Without any toe testing, she dived off one end of the pool, pleased to find the temperature cool, but not too cold. She began to do laps, starting with a slow crawl, arm over arm, face half lying in the water, one side, then the other, as she moved smoothly toward the other side. She’d done four laps before she started breaststrokes, alternated with underwater swimming and backstrokes, ending on the eighth lap with a crawl once again. Swimming tended to energize, rather than tire her. It always had. The endorphin rush that some joggers got. When she emerged at the end of the pool, tossing her hair back off her face, she saw a pair of lightly furred legs. Following the mile-long, muscled legs upward, she immediately recognized the man standing there watching her.

Oh great!
“Dr. Cigar,” she said.

“Sigurd,” he corrected. “Or, as I told you before, you can call me Sig.”

“For some reason, I don’t see you as a Sig. Gurd maybe.”

He scowled at her. He did that a lot, she noticed. Dr. McGrumpy, for sure.

For some immature reason, she delighted in annoying the man. So, of course, she asked, “Why aren’t you off at some hoity-toity VIP pool, complete with pool boys and scantily clad girls to cater to your every whim?”

“Whore-tee tart-tee?”

“You know very well I said hoy-tee toy-tee. It means exclusive. For snooty folks only.”

He shook his head at her teasing. And scowled some more. “I could not find a VIP pool, and I hear all the pool boys and scantily clad girls are on strike. What thorn do you have up your arse over my being of some VIP status?”

Not just grumpy. Rude, too. But then, I haven’t been Miss Pleasing Personality, either.
“No thorns, and that
was
rude of me. Sorry. It’s been a long day, and it’s only one o’clock.”

He nodded his head in acceptance of her apology. “Likewise. A word of advice, though. Envy is not an attractive feature, as I well know.”

“Huh?”
He well knows . . . what? Is he saying that he is an envious person? Of what? And wait a minute. Is he accusing me of being envious of him?
She’d like to pull the lout down into the pool and dunk him a time or twenty. Whatever! He was twice her size. She knew who would be licking the bottom of the pool, and it wouldn’t be him.

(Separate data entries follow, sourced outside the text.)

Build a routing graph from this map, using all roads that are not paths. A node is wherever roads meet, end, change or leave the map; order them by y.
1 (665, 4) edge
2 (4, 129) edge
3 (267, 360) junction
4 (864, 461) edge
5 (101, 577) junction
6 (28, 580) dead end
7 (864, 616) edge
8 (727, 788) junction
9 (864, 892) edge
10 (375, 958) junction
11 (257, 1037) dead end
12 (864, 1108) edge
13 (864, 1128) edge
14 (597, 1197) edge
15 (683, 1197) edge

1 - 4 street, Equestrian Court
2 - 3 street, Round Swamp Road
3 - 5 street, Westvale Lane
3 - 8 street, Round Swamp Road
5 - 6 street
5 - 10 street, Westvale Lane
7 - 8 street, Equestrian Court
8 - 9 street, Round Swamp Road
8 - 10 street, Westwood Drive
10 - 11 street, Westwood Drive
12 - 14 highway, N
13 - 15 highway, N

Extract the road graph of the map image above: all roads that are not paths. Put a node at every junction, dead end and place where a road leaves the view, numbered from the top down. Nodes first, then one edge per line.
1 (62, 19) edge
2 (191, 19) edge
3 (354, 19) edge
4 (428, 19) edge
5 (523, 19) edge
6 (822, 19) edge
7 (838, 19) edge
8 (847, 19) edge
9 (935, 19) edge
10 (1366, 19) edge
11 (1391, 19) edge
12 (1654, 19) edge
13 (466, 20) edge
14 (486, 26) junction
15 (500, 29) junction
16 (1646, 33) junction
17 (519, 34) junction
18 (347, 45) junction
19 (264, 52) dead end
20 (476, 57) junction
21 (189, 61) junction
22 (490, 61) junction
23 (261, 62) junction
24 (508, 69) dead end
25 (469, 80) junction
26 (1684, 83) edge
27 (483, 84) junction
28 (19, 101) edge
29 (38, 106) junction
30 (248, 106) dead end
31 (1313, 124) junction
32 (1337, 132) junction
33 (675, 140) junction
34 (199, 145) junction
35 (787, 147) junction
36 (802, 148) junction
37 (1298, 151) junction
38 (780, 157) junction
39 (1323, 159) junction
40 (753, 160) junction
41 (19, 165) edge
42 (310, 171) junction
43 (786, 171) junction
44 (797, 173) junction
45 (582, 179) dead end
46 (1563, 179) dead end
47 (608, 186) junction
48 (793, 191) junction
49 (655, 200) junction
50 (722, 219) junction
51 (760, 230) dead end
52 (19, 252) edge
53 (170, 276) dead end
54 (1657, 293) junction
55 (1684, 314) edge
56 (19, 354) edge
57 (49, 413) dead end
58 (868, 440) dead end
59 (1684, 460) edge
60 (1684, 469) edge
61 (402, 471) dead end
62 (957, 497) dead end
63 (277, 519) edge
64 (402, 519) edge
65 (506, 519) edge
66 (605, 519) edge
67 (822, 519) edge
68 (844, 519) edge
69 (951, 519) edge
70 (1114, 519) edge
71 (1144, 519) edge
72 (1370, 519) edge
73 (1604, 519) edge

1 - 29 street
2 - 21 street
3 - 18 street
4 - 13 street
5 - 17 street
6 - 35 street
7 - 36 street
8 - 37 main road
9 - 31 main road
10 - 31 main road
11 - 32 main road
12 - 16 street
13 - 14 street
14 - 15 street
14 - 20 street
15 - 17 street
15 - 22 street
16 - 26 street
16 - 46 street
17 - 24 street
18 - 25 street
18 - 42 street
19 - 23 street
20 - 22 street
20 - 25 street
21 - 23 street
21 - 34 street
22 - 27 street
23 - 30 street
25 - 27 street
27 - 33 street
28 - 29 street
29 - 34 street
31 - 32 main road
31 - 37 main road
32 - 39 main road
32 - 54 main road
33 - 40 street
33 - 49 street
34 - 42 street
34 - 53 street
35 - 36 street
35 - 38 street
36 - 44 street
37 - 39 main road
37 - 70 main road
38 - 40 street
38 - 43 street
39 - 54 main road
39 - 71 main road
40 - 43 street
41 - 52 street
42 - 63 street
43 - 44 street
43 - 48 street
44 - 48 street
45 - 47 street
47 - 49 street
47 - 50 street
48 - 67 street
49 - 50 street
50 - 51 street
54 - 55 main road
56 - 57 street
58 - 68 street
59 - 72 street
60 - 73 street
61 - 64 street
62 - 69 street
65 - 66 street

When she raised herself on straightened arms, he held out a hand to assist her out of the pool. She hesitated, but not because she was actually considering yanking him into the water. Well, considering . . . maybe. Doing? She didn’t really have the nerve. She would have liked to, though.

No, it was the idea of her alone in this pool area, both of them wearing nothing but swimming attire. It seemed rather intimate. But then she figured that her bathing suit was modest by many standards today. So she let him help her up out of the water and to her feet on the tiled surround. Where she soon discovered that her bathing suit, when wet, left little to the imagination. And by Sigurd’s quick survey, she could tell that the man was doing a lot of imagining.